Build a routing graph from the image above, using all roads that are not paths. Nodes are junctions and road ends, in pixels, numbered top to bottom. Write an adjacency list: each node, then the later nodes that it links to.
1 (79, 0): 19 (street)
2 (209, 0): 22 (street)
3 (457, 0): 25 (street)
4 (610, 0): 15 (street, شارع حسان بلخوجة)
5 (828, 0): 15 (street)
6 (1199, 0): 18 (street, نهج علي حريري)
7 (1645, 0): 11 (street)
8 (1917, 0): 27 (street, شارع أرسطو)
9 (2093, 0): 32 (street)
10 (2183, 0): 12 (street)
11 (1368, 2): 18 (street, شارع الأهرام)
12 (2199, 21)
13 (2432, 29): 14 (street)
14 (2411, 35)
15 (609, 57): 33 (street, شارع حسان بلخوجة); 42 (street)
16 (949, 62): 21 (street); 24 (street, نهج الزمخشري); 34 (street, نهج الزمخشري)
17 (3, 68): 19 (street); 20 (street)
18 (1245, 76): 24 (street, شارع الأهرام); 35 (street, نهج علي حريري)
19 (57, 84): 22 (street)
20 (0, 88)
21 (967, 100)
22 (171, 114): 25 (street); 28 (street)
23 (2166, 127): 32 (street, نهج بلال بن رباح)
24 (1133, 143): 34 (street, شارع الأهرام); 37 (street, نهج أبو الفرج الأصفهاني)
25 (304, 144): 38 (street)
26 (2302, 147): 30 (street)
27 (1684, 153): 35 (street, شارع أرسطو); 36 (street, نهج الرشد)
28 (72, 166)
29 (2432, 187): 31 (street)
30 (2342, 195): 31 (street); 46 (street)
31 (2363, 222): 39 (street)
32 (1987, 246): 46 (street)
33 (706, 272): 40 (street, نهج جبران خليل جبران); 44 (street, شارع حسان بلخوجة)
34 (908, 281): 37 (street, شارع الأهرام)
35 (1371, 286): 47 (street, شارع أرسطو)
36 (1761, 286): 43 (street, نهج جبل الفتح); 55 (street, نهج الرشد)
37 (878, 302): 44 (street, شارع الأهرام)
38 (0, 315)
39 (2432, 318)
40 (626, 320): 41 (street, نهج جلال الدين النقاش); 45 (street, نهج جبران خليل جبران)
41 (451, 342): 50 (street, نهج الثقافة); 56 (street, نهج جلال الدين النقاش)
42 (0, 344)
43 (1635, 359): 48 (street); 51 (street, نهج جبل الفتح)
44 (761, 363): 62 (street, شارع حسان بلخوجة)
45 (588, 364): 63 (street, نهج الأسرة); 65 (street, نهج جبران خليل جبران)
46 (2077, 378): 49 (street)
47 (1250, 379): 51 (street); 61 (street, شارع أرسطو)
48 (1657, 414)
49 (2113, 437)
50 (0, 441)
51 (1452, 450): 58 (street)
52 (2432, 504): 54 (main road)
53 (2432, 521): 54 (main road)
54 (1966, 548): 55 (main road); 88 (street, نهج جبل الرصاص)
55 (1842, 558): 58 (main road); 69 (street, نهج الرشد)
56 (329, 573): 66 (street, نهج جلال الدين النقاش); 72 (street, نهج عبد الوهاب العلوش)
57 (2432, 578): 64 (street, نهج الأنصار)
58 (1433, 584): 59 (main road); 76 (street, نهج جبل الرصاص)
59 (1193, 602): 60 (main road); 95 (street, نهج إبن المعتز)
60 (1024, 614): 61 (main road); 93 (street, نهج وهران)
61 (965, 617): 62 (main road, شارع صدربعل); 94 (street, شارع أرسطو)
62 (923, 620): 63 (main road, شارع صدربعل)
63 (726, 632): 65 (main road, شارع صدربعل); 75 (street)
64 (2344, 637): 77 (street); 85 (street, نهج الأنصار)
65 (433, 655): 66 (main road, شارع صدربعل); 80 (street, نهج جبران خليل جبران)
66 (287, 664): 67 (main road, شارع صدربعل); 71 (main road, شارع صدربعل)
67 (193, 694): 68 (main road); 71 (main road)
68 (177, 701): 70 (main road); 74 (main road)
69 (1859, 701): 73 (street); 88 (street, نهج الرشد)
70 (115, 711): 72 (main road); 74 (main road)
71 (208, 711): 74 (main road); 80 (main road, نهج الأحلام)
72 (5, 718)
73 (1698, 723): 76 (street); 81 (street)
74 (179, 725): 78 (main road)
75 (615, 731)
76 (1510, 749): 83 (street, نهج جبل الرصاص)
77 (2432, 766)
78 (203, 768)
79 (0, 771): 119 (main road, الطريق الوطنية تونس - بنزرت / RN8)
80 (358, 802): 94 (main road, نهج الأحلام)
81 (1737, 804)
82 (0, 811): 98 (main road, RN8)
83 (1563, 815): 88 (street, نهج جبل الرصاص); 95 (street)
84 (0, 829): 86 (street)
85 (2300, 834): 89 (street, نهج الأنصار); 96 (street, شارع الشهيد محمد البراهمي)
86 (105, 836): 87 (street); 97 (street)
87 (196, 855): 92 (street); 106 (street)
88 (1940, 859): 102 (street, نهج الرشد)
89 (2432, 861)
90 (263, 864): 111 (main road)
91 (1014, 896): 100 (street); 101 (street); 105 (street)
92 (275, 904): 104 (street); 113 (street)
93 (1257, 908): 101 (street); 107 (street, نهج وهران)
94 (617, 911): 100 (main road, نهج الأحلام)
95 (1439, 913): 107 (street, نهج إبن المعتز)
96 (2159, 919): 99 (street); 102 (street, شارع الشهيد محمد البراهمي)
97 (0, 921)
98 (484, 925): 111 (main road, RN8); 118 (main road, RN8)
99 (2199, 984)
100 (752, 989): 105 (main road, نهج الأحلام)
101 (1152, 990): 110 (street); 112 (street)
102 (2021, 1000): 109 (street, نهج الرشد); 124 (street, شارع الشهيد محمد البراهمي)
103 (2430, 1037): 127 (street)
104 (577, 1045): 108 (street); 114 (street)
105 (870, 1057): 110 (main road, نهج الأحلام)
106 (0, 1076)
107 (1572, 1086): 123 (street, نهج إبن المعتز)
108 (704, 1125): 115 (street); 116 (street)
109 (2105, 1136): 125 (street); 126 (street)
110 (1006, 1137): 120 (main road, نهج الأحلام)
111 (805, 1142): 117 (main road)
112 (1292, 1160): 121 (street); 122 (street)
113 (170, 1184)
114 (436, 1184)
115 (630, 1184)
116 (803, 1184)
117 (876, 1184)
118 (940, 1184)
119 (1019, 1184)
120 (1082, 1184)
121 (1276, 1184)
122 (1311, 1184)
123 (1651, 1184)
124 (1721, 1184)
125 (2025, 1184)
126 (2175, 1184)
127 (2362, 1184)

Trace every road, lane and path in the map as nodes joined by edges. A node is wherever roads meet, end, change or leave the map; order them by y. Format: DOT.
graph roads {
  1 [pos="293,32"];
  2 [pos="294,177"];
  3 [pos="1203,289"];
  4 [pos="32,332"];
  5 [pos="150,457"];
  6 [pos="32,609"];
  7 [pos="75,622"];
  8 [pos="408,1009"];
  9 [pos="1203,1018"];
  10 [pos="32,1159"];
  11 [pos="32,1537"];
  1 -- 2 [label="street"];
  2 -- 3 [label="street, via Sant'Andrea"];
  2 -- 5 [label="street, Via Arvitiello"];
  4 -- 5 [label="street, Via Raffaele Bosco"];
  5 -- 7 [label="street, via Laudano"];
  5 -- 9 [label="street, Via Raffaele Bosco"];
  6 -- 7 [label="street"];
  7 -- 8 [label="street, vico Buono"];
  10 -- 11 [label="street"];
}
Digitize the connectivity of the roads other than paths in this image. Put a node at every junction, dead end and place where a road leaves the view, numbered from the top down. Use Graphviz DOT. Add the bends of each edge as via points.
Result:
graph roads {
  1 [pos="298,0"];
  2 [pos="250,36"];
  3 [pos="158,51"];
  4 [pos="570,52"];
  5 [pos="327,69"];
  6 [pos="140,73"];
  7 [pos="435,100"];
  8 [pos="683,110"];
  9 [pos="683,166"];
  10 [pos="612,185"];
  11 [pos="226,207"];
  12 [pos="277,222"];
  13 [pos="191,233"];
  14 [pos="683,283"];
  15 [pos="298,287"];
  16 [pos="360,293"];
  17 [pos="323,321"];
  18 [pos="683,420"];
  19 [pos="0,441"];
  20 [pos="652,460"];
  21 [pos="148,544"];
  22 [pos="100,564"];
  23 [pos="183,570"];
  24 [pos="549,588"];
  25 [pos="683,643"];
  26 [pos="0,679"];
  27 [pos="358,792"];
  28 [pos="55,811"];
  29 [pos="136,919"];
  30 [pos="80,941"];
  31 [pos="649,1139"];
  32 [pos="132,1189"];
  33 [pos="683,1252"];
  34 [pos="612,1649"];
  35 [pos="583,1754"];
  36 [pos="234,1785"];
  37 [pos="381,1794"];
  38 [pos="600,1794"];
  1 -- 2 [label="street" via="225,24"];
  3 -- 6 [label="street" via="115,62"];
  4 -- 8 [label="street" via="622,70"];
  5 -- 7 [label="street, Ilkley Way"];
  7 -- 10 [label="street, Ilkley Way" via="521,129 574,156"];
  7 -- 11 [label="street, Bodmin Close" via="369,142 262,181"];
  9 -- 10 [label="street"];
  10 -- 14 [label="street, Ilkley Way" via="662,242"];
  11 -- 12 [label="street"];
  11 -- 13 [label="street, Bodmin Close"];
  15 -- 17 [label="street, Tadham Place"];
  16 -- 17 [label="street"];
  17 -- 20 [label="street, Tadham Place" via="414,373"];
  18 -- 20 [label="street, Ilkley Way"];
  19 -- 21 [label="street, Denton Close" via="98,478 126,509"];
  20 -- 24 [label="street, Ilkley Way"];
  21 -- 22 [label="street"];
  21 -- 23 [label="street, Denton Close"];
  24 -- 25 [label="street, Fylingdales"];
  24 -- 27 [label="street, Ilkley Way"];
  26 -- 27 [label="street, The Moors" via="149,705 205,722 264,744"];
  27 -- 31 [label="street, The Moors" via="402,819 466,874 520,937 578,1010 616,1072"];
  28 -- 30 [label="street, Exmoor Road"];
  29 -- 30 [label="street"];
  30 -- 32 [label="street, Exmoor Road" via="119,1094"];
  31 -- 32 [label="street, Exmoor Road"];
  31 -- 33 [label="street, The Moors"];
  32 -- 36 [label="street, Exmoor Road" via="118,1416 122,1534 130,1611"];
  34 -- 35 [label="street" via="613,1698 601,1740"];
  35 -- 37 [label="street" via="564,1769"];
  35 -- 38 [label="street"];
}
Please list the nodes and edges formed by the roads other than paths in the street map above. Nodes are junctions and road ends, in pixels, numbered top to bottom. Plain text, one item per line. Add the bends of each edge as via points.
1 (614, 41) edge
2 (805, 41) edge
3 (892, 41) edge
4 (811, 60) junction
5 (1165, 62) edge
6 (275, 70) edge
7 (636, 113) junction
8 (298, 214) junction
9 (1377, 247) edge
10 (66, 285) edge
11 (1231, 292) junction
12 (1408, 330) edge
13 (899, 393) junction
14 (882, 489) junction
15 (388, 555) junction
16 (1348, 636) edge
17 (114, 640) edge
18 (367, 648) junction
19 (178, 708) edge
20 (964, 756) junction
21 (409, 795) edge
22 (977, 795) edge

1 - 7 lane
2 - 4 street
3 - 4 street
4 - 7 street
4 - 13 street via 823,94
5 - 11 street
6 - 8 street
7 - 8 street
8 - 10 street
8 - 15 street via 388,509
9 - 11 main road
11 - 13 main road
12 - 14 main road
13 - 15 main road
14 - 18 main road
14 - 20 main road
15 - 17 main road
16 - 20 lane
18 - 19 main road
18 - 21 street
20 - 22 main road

_Task to carry out_:
If a line of the listing contains the string "الرصاص", count it; then report the total alone.

_Solution to the problem_:
4